Every inmate will look for an officer who they can wiggle and get what they want. Ask yourself, how far will that ‘wiggle room’ go? Inmates like to take those who are weak and see how far they can ‘wiggle’ them. You have to ask yourself, what are they asking me?

A few more minutes on a phone call with their family, or can you not pat me down after returning from the yard since you just did it 10 minutes ago? Remember, the safety and the security of the officers and the facility."

Though their concerns are valid, I think they may be straying from what was mentioned above. I agree that there are certain areas where we need to be consistent, especially in regards to our dealings with the inmate population. I think what DCNelson0381 stated deals directly with our routines that are put into place for safety and security. We do not want to get to a point where our routine becomes predictable. If we get to that point, the manipulative inmate will begin to figure out a way to manipulate that routine and, through predictability, they will gain a sense of control.

"By simply changing your starting points, backtracking, performing extra checks, i.e. unscheduled checks (include a unscheduled 15-minute check in your normal 30-minute check), follow another officer right after their check, you can still remain within policy standards but avoid predictability issues," wrote Pgerritzen.
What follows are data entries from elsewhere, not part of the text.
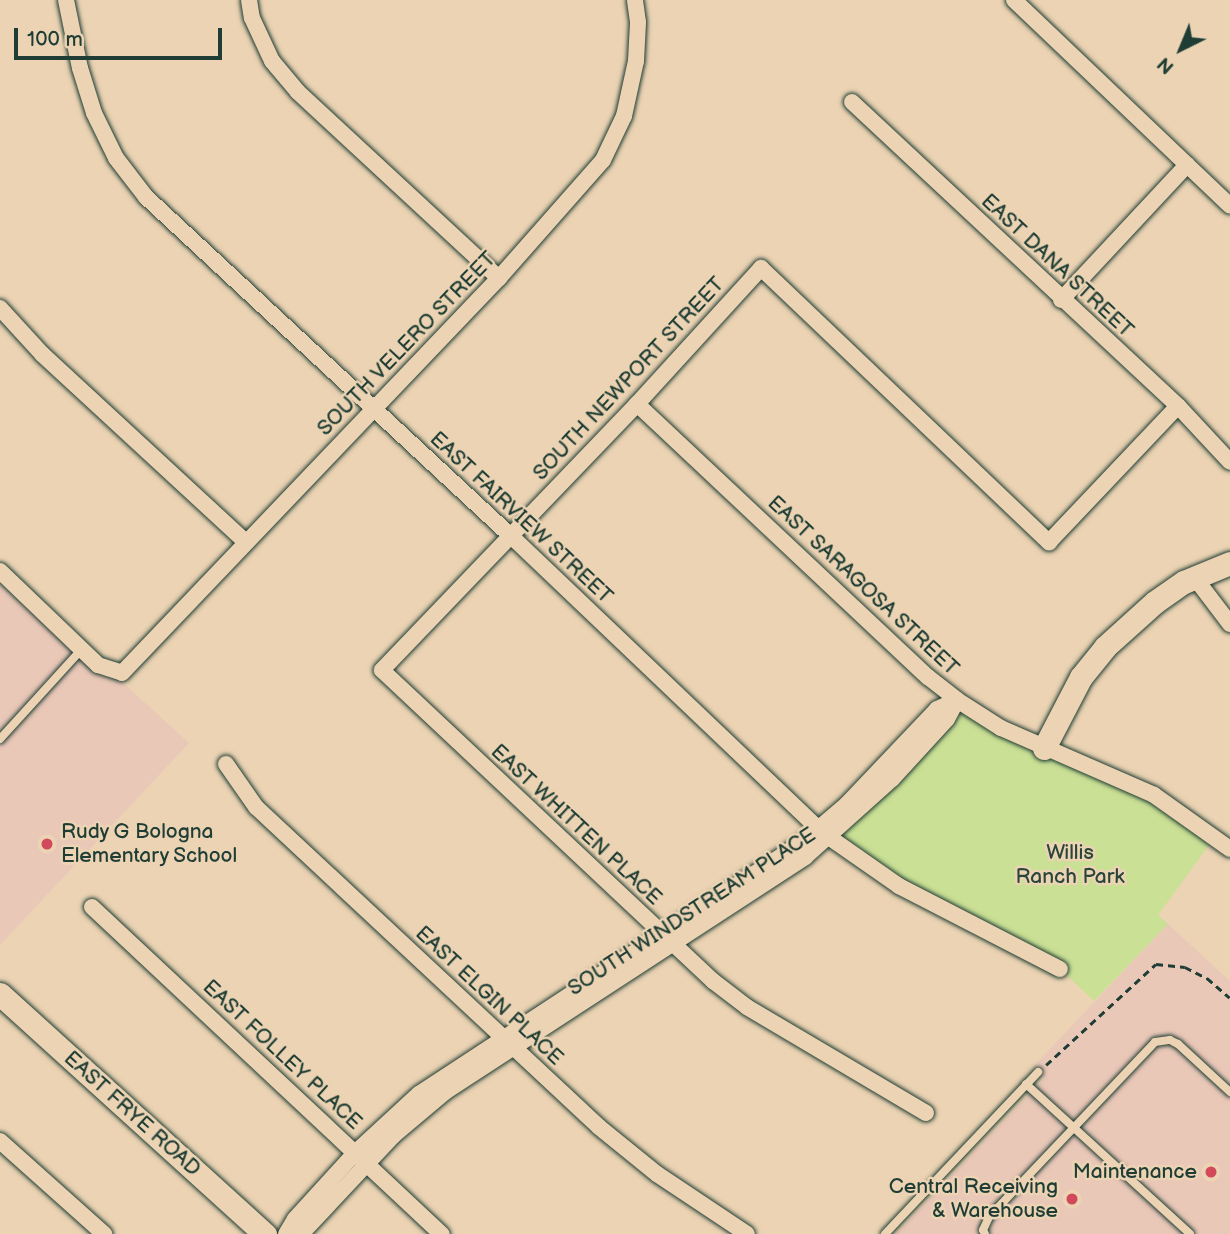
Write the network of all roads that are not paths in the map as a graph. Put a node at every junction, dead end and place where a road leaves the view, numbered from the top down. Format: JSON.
{"nodes":[{"id":1,"x":66,"y":0,"type":"edge"},
{"id":2,"x":249,"y":0,"type":"edge"},
{"id":3,"x":635,"y":0,"type":"edge"},
{"id":4,"x":1014,"y":0,"type":"edge"},
{"id":5,"x":852,"y":102,"type":"dead end"},
{"id":6,"x":1187,"y":165,"type":"junction"},
{"id":7,"x":1230,"y":206,"type":"edge"},
{"id":8,"x":499,"y":278,"type":"junction"},
{"id":9,"x":1061,"y":300,"type":"junction"},
{"id":10,"x":0,"y":308,"type":"edge"},
{"id":11,"x":637,"y":404,"type":"junction"},
{"id":12,"x":1178,"y":406,"type":"junction"},
{"id":13,"x":374,"y":410,"type":"junction"},
{"id":14,"x":1230,"y":462,"type":"edge"},
{"id":15,"x":510,"y":535,"type":"junction"},
{"id":16,"x":246,"y":542,"type":"junction"},
{"id":17,"x":1230,"y":563,"type":"edge"},
{"id":18,"x":0,"y":571,"type":"edge"},
{"id":19,"x":1230,"y":578,"type":"edge"},
{"id":20,"x":1199,"y":584,"type":"junction"},
{"id":21,"x":1230,"y":624,"type":"edge"},
{"id":22,"x":82,"y":649,"type":"junction"},
{"id":23,"x":382,"y":670,"type":"joint"},
{"id":24,"x":957,"y":700,"type":"junction"},
{"id":25,"x":0,"y":739,"type":"edge"},
{"id":26,"x":1050,"y":751,"type":"junction"},
{"id":27,"x":226,"y":764,"type":"dead end"},
{"id":28,"x":824,"y":833,"type":"junction"},
{"id":29,"x":1230,"y":849,"type":"edge"},
{"id":30,"x":92,"y":908,"type":"dead end"},
{"id":31,"x":667,"y":939,"type":"junction"},
{"id":32,"x":1060,"y":969,"type":"dead end"},
{"id":33,"x":0,"y":994,"type":"edge"},
{"id":34,"x":508,"y":1042,"type":"junction"},
{"id":35,"x":1038,"y":1072,"type":"road end"},
{"id":36,"x":1026,"y":1084,"type":"junction"},
{"id":37,"x":1230,"y":1092,"type":"edge"},
{"id":38,"x":926,"y":1113,"type":"dead end"},
{"id":39,"x":1074,"y":1129,"type":"junction"},
{"id":40,"x":0,"y":1141,"type":"edge"},
{"id":41,"x":361,"y":1158,"type":"junction"},
{"id":42,"x":104,"y":1234,"type":"edge"},
{"id":43,"x":265,"y":1234,"type":"edge"},
{"id":44,"x":286,"y":1234,"type":"edge"},
{"id":45,"x":301,"y":1234,"type":"edge"},
{"id":46,"x":442,"y":1234,"type":"edge"},
{"id":47,"x":747,"y":1234,"type":"edge"},
{"id":48,"x":885,"y":1234,"type":"edge"},
{"id":49,"x":985,"y":1234,"type":"edge"},
{"id":50,"x":1190,"y":1234,"type":"edge"}],
"edges":[{"from":1,"to":13,"type":"street","name":"EAST FAIRVIEW STREET"},
{"from":2,"to":8,"type":"street"},
{"from":3,"to":8,"type":"street","name":"SOUTH VELERO STREET"},
{"from":4,"to":6,"type":"street"},
{"from":5,"to":9,"type":"street","name":"EAST DANA STREET"},
{"from":6,"to":7,"type":"street"},
{"from":6,"to":9,"type":"street"},
{"from":8,"to":13,"type":"street","name":"SOUTH VELERO STREET"},
{"from":9,"to":12,"type":"street","name":"EAST DANA STREET"},
{"from":10,"to":16,"type":"street"},
{"from":11,"to":12,"type":"street","name":"SOUTH NEWPORT STREET"},
{"from":11,"to":15,"type":"street","name":"SOUTH NEWPORT STREET"},
{"from":11,"to":24,"type":"street","name":"EAST SARAGOSA STREET"},
{"from":12,"to":14,"type":"street","name":"EAST DANA STREET"},
{"from":13,"to":15,"type":"street","name":"EAST FAIRVIEW STREET"},
{"from":13,"to":16,"type":"street","name":"SOUTH VELERO STREET"},
{"from":15,"to":23,"type":"street","name":"SOUTH NEWPORT STREET"},
{"from":15,"to":28,"type":"street","name":"EAST FAIRVIEW STREET"},
{"from":16,"to":22,"type":"street","name":"SOUTH VELERO STREET"},
{"from":17,"to":20,"type":"street"},
{"from":18,"to":22,"type":"street"},
{"from":19,"to":20,"type":"street"},
{"from":20,"to":21,"type":"street"},
{"from":20,"to":26,"type":"street"},
{"from":22,"to":25,"type":"lane"},
{"from":23,"to":31,"type":"street","name":"EAST WHITTEN PLACE"},
{"from":24,"to":26,"type":"street","name":"EAST SARAGOSA STREET"},
{"from":24,"to":28,"type":"street","name":"SOUTH WINDSTREAM PLACE"},
{"from":26,"to":29,"type":"street","name":"EAST SARAGOSA STREET"},
{"from":27,"to":34,"type":"street","name":"EAST ELGIN PLACE"},
{"from":28,"to":31,"type":"street","name":"SOUTH WINDSTREAM PLACE"},
{"from":28,"to":32,"type":"street","name":"EAST FAIRVIEW STREET"},
{"from":30,"to":41,"type":"street","name":"EAST FOLLEY PLACE"},
{"from":31,"to":34,"type":"street","name":"SOUTH WINDSTREAM PLACE"},
{"from":31,"to":38,"type":"street","name":"EAST WHITTEN PLACE"},
{"from":33,"to":43,"type":"street","name":"EAST FRYE ROAD"},
{"from":34,"to":41,"type":"street","name":"SOUTH WINDSTREAM PLACE"},
{"from":34,"to":47,"type":"street","name":"EAST ELGIN PLACE"},
{"from":35,"to":36,"type":"lane"},
{"from":36,"to":39,"type":"lane"},
{"from":36,"to":48,"type":"lane"},
{"from":37,"to":39,"type":"lane"},
{"from":39,"to":49,"type":"lane"},
{"from":39,"to":50,"type":"lane"},
{"from":40,"to":42,"type":"street"},
{"from":41,"to":44,"type":"street","name":"SOUTH WINDSTREAM PLACE"},
{"from":41,"to":45,"type":"street","name":"SOUTH WINDSTREAM PLACE"},
{"from":41,"to":46,"type":"street","name":"EAST FOLLEY PLACE"}]}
This suggestion highlights a way to avoid predictability and keeping yourself within the guidelines of policy and procedure.

"Well-written policy and procedures allow for officer discretion while keeping everyone safe. There are certain things that cannot be deviated from, such as restraints use and use of force. However, there are places in every policy that allow for variation, or at least could be modified to allow variation without sacrificing the safety and security of the facility," writes VC21806. This is well said and makes note of our ability as law enforcement professional to adapt to any situation given and gain a sense of control. Officer's discretion is another word for experience, which should never be dismissed or minimized.

Centurion1950’s comment boils it all down to two simple sentences: "Predictability in terms of how you do your pat downs, cell searches, tour your dorm or exercise yard is a bad thing. Predictability which lets inmates (and staff alike) understand and conform to expectations and how the institution is run on a day to day basis is a good thing."

There are some policies and procedures that create no wiggle room. Those policies and procedures were put in place so we can alleviate liability. Unfortunately, inmates will easily become aware of what those policies and procedures dictate and exploit the system that is meant to protect them.

But, as mentioned above, there are other avenues in which our discretion can be used and we, as staff, can become less predictable. This provides us the wiggle room that still goes in line with policy and procedure. The more you know about your facility's policies and procedures, the better you will be at responding to the moments that fall into the gray.